Les vapeurs de la bière continuaient à m'enivrer progressivement. L'éther montant en moi, je vis les premiers sourires apparaître sur les visages. Les assoiffés accoudés au bar, tous marqués à divers degrés par des moeurs éthyliques héréditaires, étaient devenus mes frères de perdition. Je détournai cependant assez vite le regard de cette assemblée de nez pourpres et de casquettes épaisses.
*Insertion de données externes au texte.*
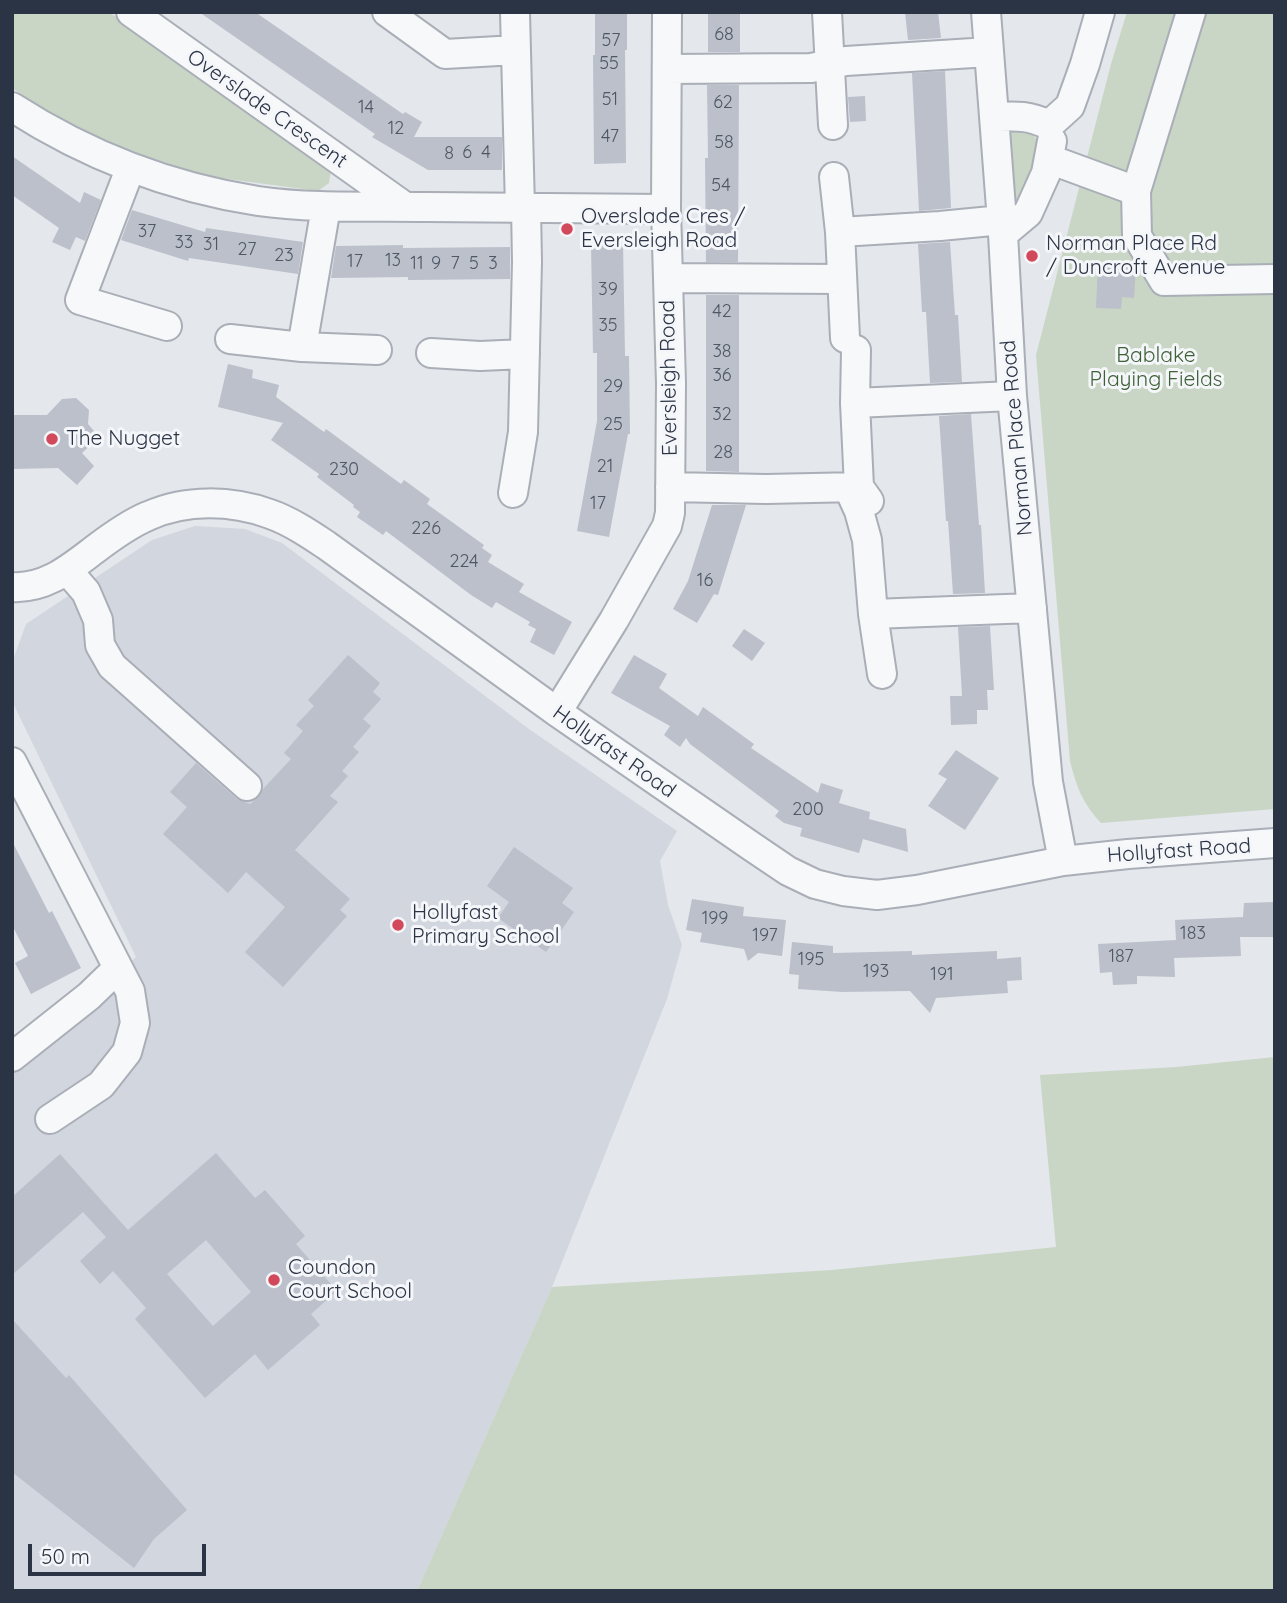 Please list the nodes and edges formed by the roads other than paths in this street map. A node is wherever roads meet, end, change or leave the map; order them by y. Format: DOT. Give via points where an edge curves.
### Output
graph roads {
  1 [pos="131,12"];
  2 [pos="387,12"];
  3 [pos="515,12"];
  4 [pos="667,12"];
  5 [pos="827,12"];
  6 [pos="986,12"];
  7 [pos="1100,12"];
  8 [pos="1191,12"];
  9 [pos="516,50"];
  10 [pos="989,52"];
  11 [pos="829,65"];
  12 [pos="667,69"];
  13 [pos="12,107"];
  14 [pos="994,117"];
  15 [pos="833,125"];
  16 [pos="1049,125"];
  17 [pos="1049,159"];
  18 [pos="131,169"];
  19 [pos="834,177"];
  20 [pos="1136,191"];
  21 [pos="326,206"];
  22 [pos="404,206"];
  23 [pos="523,208"];
  24 [pos="666,209"];
  25 [pos="1002,227"];
  26 [pos="840,232"];
  27 [pos="668,278"];
  28 [pos="842,279"];
  29 [pos="1275,279"];
  30 [pos="167,326"];
  31 [pos="230,339"];
  32 [pos="302,347"];
  33 [pos="377,350"];
  34 [pos="431,353"];
  35 [pos="525,354"];
  36 [pos="1012,396"];
  37 [pos="855,403"];
  38 [pos="670,487"];
  39 [pos="859,492"];
  40 [pos="513,493"];
  41 [pos="67,570"];
  42 [pos="13,590"];
  43 [pos="1032,608"];
  44 [pos="873,614"];
  45 [pos="882,674"];
  46 [pos="557,712"];
  47 [pos="12,762"];
  48 [pos="247,786"];
  49 [pos="1275,844"];
  50 [pos="1063,861"];
  51 [pos="119,970"];
  52 [pos="12,1057"];
  53 [pos="50,1119"];
  1 -- 22 [label="street, Overslade Crescent"];
  2 -- 9 [label="street" via="445,54"];
  3 -- 9 [label="street"];
  4 -- 12 [label="street, Eversleigh Road"];
  5 -- 11 [label="street"];
  6 -- 10 [label="street, Norman Place Road"];
  7 -- 16 [label="street" via="1070,106"];
  8 -- 20 [label="street"];
  9 -- 23 [label="street"];
  10 -- 11 [label="street"];
  10 -- 14 [label="street, Norman Place Road"];
  11 -- 12 [label="street"];
  11 -- 15 [label="street"];
  12 -- 24 [label="street, Eversleigh Road"];
  13 -- 18 [label="street" via="52,132"];
  14 -- 16 [label="street" via="1018,115"];
  14 -- 25 [label="street, Norman Place Road"];
  16 -- 17 [label="street"];
  17 -- 20 [label="street"];
  17 -- 25 [label="street" via="1028,213"];
  18 -- 21 [label="street" via="258,201"];
  18 -- 30 [label="street" via="80,300"];
  19 -- 26 [label="street"];
  20 -- 29 [label="street" via="1137,236 1164,281"];
  21 -- 22 [label="street"];
  21 -- 32 [label="street"];
  22 -- 23 [label="street"];
  23 -- 24 [label="street"];
  23 -- 35 [label="street"];
  24 -- 27 [label="street, Eversleigh Road"];
  25 -- 26 [label="street"];
  25 -- 36 [label="street, Norman Place Road"];
  26 -- 28 [label="street"];
  27 -- 28 [label="street"];
  27 -- 38 [label="street, Eversleigh Road"];
  28 -- 37 [label="street"];
  31 -- 32 [label="street"];
  32 -- 33 [label="street"];
  34 -- 35 [label="street"];
  35 -- 40 [label="street" via="523,432"];
  36 -- 37 [label="street"];
  36 -- 43 [label="street, Norman Place Road"];
  37 -- 39 [label="street"];
  38 -- 39 [label="street"];
  38 -- 46 [label="street, Eversleigh Road" via="667,526"];
  39 -- 44 [label="street"];
  41 -- 42 [label="street, Hollyfast Road" via="34,586"];
  41 -- 46 [label="street, Hollyfast Road" via="149,515 213,502 243,505 299,527"];
  41 -- 48 [label="street" via="86,592 98,620 100,645 112,666"];
  43 -- 44 [label="street"];
  43 -- 50 [label="street, Norman Place Road" via="1048,782"];
  44 -- 45 [label="street"];
  46 -- 50 [label="street, Hollyfast Road" via="788,871 815,884 877,895"];
  47 -- 51 [label="street"];
  49 -- 50 [label="street, Hollyfast Road"];
  51 -- 52 [label="street"];
  51 -- 53 [label="street" via="130,991 135,1023 127,1052 101,1085"];
}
A présent le son des cloches de la basilique s'espaçait tout en diminuant graduellement d'intensité. Bientôt un silence mortel régna dans la rue ainsi que dans le bar. En effet, les buveurs n'ayant brusquement plus rien à se dire, ils se turent stupidement. Mais leur silence me parut plein de discernement, de pénétration, de profondeur. Je levai une fois encore les yeux vers la statue mariale et en ressentis un délicieux vertige. Le démon de la bière m'emportait toujours plus haut sur ses ailes ambrées... Je n'étais plus seul. En moi un feu du diable brûlait, j'étais aux anges.
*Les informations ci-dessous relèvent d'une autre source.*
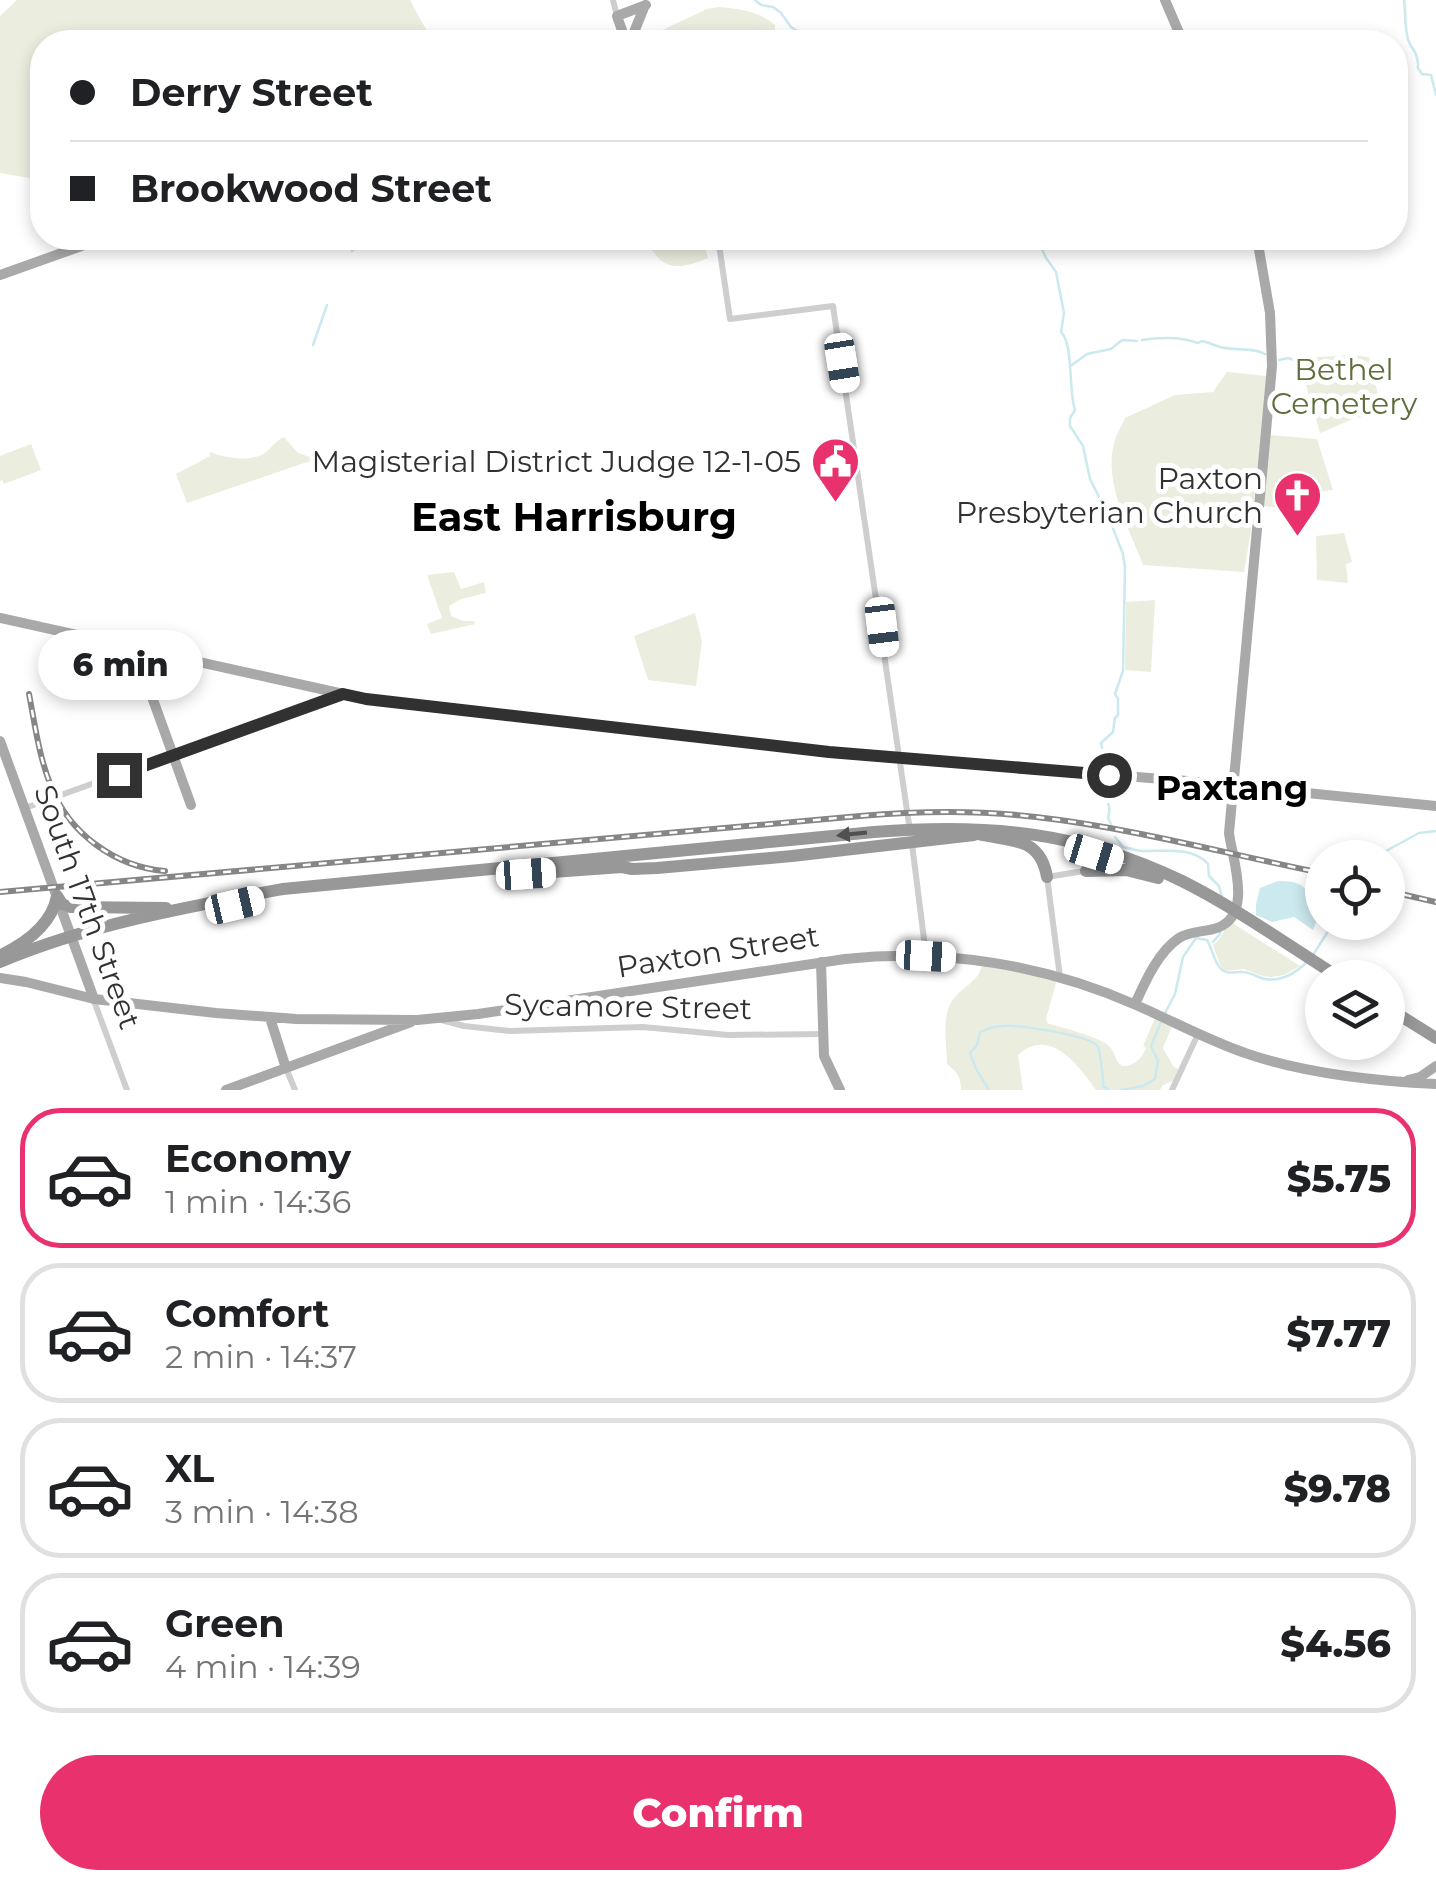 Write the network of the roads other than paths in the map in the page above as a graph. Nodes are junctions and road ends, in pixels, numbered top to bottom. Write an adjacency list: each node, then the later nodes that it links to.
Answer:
1 (613, 0): 4 (street)
2 (1165, 0): 7 (main road)
3 (647, 3): 4 (main road); 6 (main road)
4 (617, 16): 5 (main road)
5 (623, 30)
6 (634, 30)
7 (1178, 30)
8 (70, 250): 11 (main road)
9 (720, 250): 17 (street)
10 (1258, 250): 18 (main road)
11 (0, 275)
12 (0, 618): 13 (main road)
13 (134, 646): 14 (main road); 16 (main road)
14 (343, 694): 16 (street); 17 (main road)
15 (0, 741): 21 (main road, South 17th Street)
16 (173, 755): 19 (main road); 21 (street)
17 (900, 758): 18 (main road); 33 (street)
18 (1233, 786): 20 (main road); 39 (main road)
19 (191, 805)
20 (1436, 806)
21 (24, 809): 26 (main road, South 17th Street)
22 (978, 834): 24 (highway); 25 (highway); 32 (highway)
23 (1086, 871): 24 (street); 25 (highway)
24 (1047, 877): 37 (street)
25 (1162, 879): 28 (highway)
26 (57, 896): 29 (highway); 30 (main road, South 17th Street); 31 (highway)
27 (214, 902): 28 (highway, one-way to 27); 29 (highway); 32 (highway)
28 (1214, 903): 34 (highway)
29 (96, 906): 30 (highway)
30 (64, 916): 31 (highway); 38 (main road, South 17th Street)
31 (46, 922): 36 (highway)
32 (82, 938): 36 (highway)
33 (926, 956): 35 (main road, Paxton Street); 37 (main road, Paxton Street)
34 (1306, 960)
35 (822, 962): 42 (main road, Paxton Street); 46 (main road)
36 (6, 964): 38 (main road, Paxton Street)
37 (1060, 977): 39 (main road, Paxton Street)
38 (94, 999): 41 (main road, Paxton Street); 53 (street, South 17th Street)
39 (1134, 1004): 47 (main road, Paxton Street)
40 (1405, 1015): 45 (highway)
41 (270, 1018): 43 (main road, Paxton Street); 49 (main road)
42 (434, 1018): 43 (main road, Paxton Street); 46 (street, Sycamore Street)
43 (417, 1020): 49 (main road)
44 (1405, 1020): 48 (highway)
45 (1436, 1026)
46 (822, 1034): 56 (main road)
47 (1198, 1034): 51 (main road, Paxton Street); 57 (street)
48 (1436, 1041)
49 (286, 1068): 54 (main road); 55 (street)
50 (1434, 1068): 51 (main road); 52 (main road, Paxton Street)
51 (1402, 1081): 52 (main road, Paxton Street)
52 (1432, 1084)
53 (127, 1090)
54 (226, 1090)
55 (294, 1090)
56 (840, 1090)
57 (1172, 1090)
Tout autour de moi était devenu statique. Il ne se passait rien dans le bar, rien dans la rue, rien dans les têtes ni dans les coeurs. C'était la province un dimanche, ça respirait l'ennui, le petit blanc sec et la léthargie, et les gens n'avaient rien à faire. Tout n'était que mollesse et temps qui passe, monotonie et repli sur soi. Mais dans ma tête se concertaient avec finesse et éclat Bacchus et la Vierge dorée : un instant de grâce dans un monde de parfaits abrutis.
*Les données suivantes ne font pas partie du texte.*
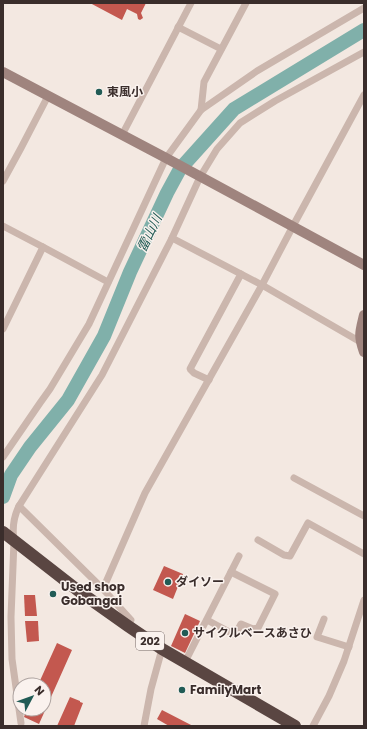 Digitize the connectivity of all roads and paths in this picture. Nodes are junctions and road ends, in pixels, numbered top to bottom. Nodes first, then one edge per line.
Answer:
1 (191, 3) edge
2 (246, 3) edge
3 (364, 8) edge
4 (178, 27) junction
5 (221, 50) junction
6 (364, 52) edge
7 (3, 73) edge
8 (364, 95) edge
9 (48, 96) junction
10 (201, 110) junction
11 (122, 135) junction
12 (166, 158) junction
13 (200, 177) junction
14 (3, 181) edge
15 (3, 226) edge
16 (292, 226) junction
17 (172, 238) junction
18 (43, 247) junction
19 (364, 265) edge
20 (241, 274) junction
21 (108, 282) junction
22 (262, 285) junction
23 (364, 315) edge
24 (3, 329) edge
25 (362, 343) edge
26 (364, 352) edge
27 (209, 380) junction
28 (3, 457) edge
29 (294, 478) dead end
30 (19, 506) junction
31 (364, 516) edge
32 (3, 532) edge
33 (258, 540) dead end
34 (14, 541) junction
35 (364, 554) edge
36 (239, 556) dead end
37 (231, 572) junction
38 (103, 588) junction
39 (364, 600) edge
40 (324, 619) dead end
41 (207, 620) junction
42 (128, 626) junction
43 (349, 647) junction
44 (162, 649) junction
45 (186, 662) junction
46 (21, 723) dead end
47 (144, 726) edge
48 (295, 726) edge
49 (313, 726) edge

1 - 4 street
2 - 5 street
3 - 10 street
4 - 5 street
4 - 11 street
5 - 10 street
6 - 13 street
7 - 9 street
8 - 16 street
9 - 11 street
9 - 14 street
10 - 12 street
11 - 12 street
12 - 13 street
12 - 21 street
13 - 16 street
13 - 17 street
15 - 18 street
16 - 19 street
16 - 22 street
17 - 20 street
17 - 30 street
18 - 21 street
18 - 24 street
20 - 22 street
20 - 27 street
21 - 28 street
22 - 25 street
22 - 27 street
23 - 25 street
25 - 26 street
27 - 38 street
29 - 31 street
30 - 34 street
30 - 38 street
32 - 34 highway, 202
33 - 35 street
34 - 42 highway, 202
34 - 46 street
36 - 37 street
37 - 41 street
37 - 41 street
38 - 42 street
39 - 43 street
40 - 43 street
41 - 45 street
42 - 44 highway, 202
43 - 49 street
44 - 45 highway, 202
44 - 47 street
45 - 48 highway, 202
La ville était morte et s'appelait Albert.
6 - UN VERRE
Dès la première gorgée, il avait senti sa caresse glacée dans la gorge. La bière qu'il était en train de déguster, c'était aussi le pressentiment de sa mort imminente.
Ce verre d'aspect si anodin était pour lui l'annonce intime d'un événement capital, la voie mystérieuse qu'avait prise le Ciel pour l'avertir. Il devait se préparer à la mort, le temps d'une dernière ivresse. Le processus était enclenché, irréversible. Il buvait à petites gorgées ses derniers instants, savourant la délicieuse amertume sous son palais.
Il se voyait quitter ce monde sur les ailes de Bacchus, sans effroi ni peine, bercé par les chaudes, molles vapeurs... Ce départ indolent semblait lui avoir été accordé comme une grâce.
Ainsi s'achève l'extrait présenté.